So, given this bearish tack towards the sector, why on earth have I bought this stock?


For starters, at a current share price of 47.5p, Trinity Mirror’s valuation appears extremely attractive:


  • Consensus PE for FY12: 2.0x (median estimate for PE is 24.3p)
  • Consensus EV/EBITDA for FY12: 2.3x
  • Consensus FY12 EV (Including Pension Deficit) / EBITDA: 2.9x
  • Price/Book: 0.2x
  • Value of Freehold Property / Share: 72.0p (52% above the current share price)

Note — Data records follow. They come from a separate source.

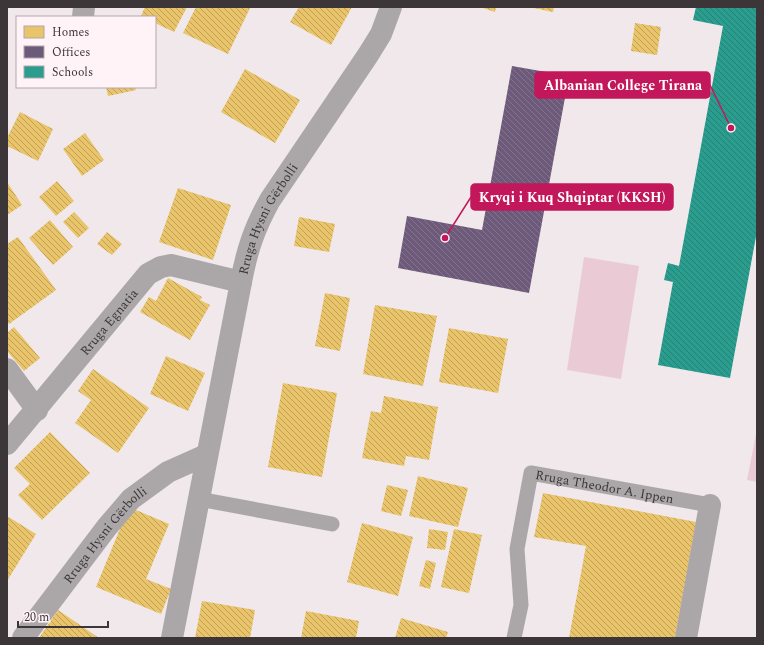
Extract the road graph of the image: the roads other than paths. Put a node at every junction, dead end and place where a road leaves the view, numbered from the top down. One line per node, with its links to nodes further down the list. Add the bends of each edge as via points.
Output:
1 (391, 7): 2 (street, Rruga Hysni Gërbolli, via 381,34 368,55 270,200 248,247)
2 (241, 282): 4 (street, Rruga Egnatia, via 172,265 148,274); 6 (street, Rruga Hysni Gërbolli)
3 (7, 369): 4 (street)
4 (37, 410): 5 (street, Rruga Egnatia)
5 (7, 444)
6 (206, 456): 7 (street, Rruga Hysni Gërbolli); 10 (street, Rruga Hysni Gërbolli, via 168,472 131,499)
7 (199, 499): 9 (lane); 11 (street, Rruga Hysni Gërbolli)
8 (710, 505): 12 (lane, Rruga Theodor A. Ippen, via 532,473 517,549 521,605); 13 (street, Rruga Theodor A. Ippen)
9 (332, 524)
10 (23, 638)
11 (172, 638)
12 (514, 638)
13 (686, 638)

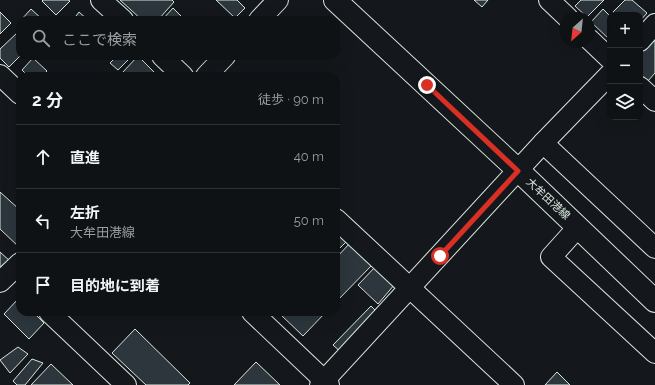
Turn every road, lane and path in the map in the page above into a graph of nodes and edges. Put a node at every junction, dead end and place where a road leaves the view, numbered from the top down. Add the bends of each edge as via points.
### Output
1 (101, 0) edge
2 (278, 0) edge
3 (335, 0) edge
4 (549, 0) edge
5 (562, 12) edge
6 (119, 16) edge
7 (264, 16) edge
8 (655, 24) edge
9 (643, 38) edge
10 (595, 45) edge
11 (607, 56) edge
12 (166, 60) edge
13 (221, 60) edge
14 (179, 72) edge
15 (210, 72) edge
16 (0, 75) edge
17 (607, 77) edge
18 (16, 90) edge
19 (643, 90) edge
20 (655, 101) edge
21 (543, 143) junction
22 (518, 171) junction
23 (340, 223) edge
24 (578, 227) junction
25 (655, 248) edge
26 (410, 288) junction
27 (655, 301) edge
28 (53, 316) edge
29 (256, 316) edge
30 (655, 353) edge
31 (324, 383) edge
32 (126, 385) edge
33 (514, 385) edge

1 - 6 street
2 - 7 street
3 - 22 main road, 大牟田港線
4 - 5 street
8 - 9 street
10 - 11 street
12 - 14 street
13 - 15 street
16 - 18 street
17 - 21 street
19 - 20 street
21 - 22 street
21 - 25 street
22 - 24 main road, 大牟田港線
22 - 26 street
23 - 26 street
24 - 27 main road, 大牟田港線
24 - 30 street via 551,257
26 - 31 street
26 - 33 street
28 - 32 street
29 - 31 street

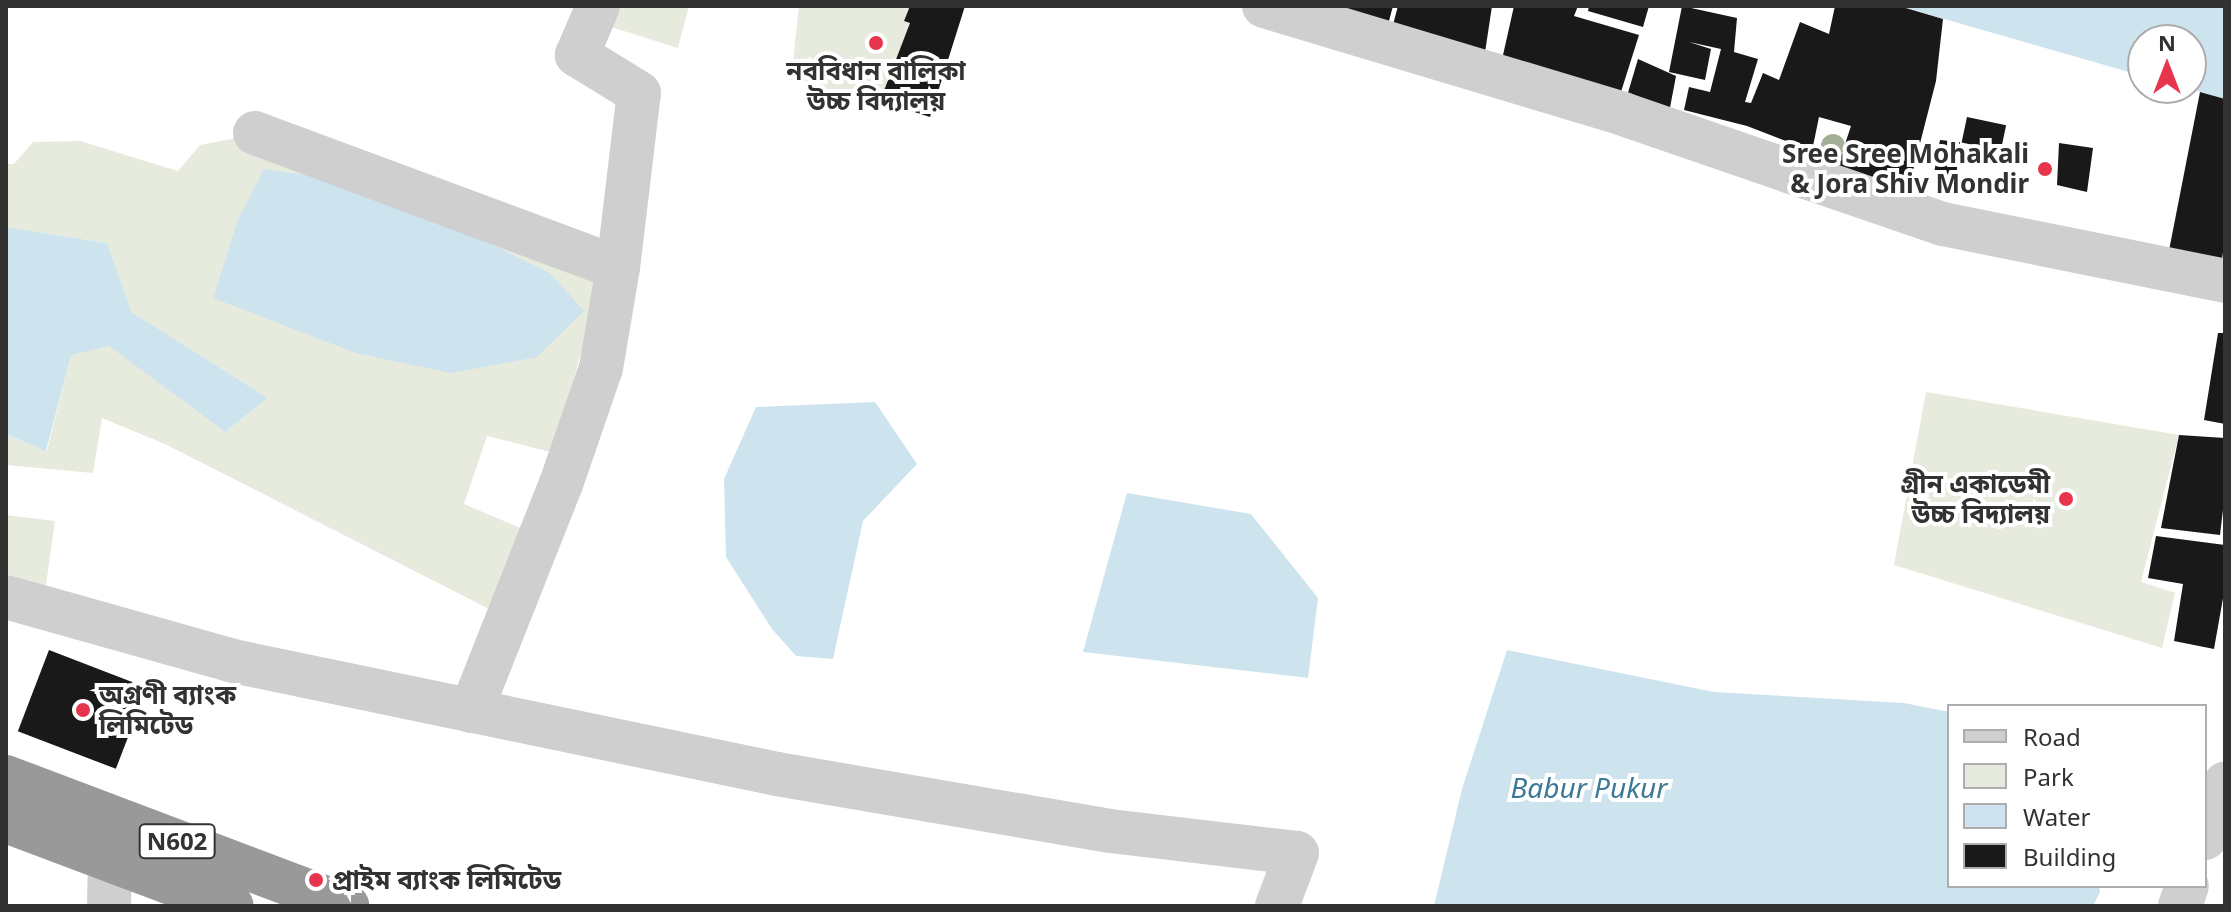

Secondly, commentary from the company has been getting increasingly positive:


  • IMS 12/5/11: “The trading environment remains challenging due to the fragile economic environment and the adverse effect of public sector spending cuts and tax increases”. Trinity Mirror hikes cost savings target from £10m to £15m.
  • H1 results 12/8/11: “While the economic environment remains difficult we have undertaken a series of actions to limit the impact on operating profit”. Trinity Mirror hikes cost savings target again, this time to £25m.
  • IMS 10/11/11: “Whilst we expect the trading environment to remain difficult, the Board anticipates that the benefit of management initiatives will continue to help offset the effects of the challenging environment. The Board expects increased circulation volumes and revenues of our Sunday titles will help deliver performance marginally ahead of the top end of the current range of market expectations in 2011“.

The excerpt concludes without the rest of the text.